Collected data
• • • •

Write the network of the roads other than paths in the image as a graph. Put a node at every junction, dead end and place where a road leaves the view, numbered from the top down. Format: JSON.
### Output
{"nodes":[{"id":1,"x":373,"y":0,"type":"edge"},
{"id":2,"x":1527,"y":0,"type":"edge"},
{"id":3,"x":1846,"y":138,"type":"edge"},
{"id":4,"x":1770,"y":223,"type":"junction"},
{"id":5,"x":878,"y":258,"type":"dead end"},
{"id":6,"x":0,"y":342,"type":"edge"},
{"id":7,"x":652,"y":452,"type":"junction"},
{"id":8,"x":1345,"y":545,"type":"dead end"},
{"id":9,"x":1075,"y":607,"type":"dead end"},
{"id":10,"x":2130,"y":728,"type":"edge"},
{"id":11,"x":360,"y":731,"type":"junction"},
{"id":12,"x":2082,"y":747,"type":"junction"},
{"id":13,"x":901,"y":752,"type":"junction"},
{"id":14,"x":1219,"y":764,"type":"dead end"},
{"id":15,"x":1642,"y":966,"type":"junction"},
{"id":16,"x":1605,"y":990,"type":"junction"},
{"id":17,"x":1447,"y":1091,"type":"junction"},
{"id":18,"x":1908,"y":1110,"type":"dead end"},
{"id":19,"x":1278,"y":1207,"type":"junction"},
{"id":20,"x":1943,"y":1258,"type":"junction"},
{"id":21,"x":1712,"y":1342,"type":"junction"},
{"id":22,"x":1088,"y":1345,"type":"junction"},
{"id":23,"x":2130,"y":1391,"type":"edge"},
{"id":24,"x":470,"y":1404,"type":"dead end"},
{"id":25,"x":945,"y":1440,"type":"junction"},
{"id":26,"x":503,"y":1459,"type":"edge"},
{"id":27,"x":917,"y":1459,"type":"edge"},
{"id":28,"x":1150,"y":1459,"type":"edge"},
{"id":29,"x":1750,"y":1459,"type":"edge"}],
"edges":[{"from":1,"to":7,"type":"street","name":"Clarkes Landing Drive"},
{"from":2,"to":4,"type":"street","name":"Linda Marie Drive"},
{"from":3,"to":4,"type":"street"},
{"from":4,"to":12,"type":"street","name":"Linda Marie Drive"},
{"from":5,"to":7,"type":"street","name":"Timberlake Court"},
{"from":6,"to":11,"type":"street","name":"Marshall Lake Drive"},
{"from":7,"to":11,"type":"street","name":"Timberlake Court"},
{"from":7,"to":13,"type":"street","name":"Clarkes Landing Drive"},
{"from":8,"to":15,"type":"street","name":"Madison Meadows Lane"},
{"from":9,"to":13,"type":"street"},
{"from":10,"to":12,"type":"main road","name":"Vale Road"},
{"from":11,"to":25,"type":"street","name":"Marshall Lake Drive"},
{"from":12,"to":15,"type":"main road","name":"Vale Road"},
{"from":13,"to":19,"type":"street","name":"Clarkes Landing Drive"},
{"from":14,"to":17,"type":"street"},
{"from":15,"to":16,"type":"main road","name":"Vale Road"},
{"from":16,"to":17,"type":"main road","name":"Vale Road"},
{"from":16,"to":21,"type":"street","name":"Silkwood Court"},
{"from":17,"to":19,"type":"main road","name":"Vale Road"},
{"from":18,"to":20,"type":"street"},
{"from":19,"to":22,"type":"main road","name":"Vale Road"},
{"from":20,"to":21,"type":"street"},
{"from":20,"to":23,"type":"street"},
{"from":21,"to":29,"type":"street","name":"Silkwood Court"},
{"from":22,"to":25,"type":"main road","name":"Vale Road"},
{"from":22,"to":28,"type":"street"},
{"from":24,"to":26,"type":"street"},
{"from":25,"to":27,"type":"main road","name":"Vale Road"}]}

• • • •

=== Exercise description ===
Copy all lines from the data that hold the word "Timberlake".

=== Output ===
{"from":5,"to":7,"type":"street","name":"Timberlake Court"},
{"from":7,"to":11,"type":"street","name":"Timberlake Court"},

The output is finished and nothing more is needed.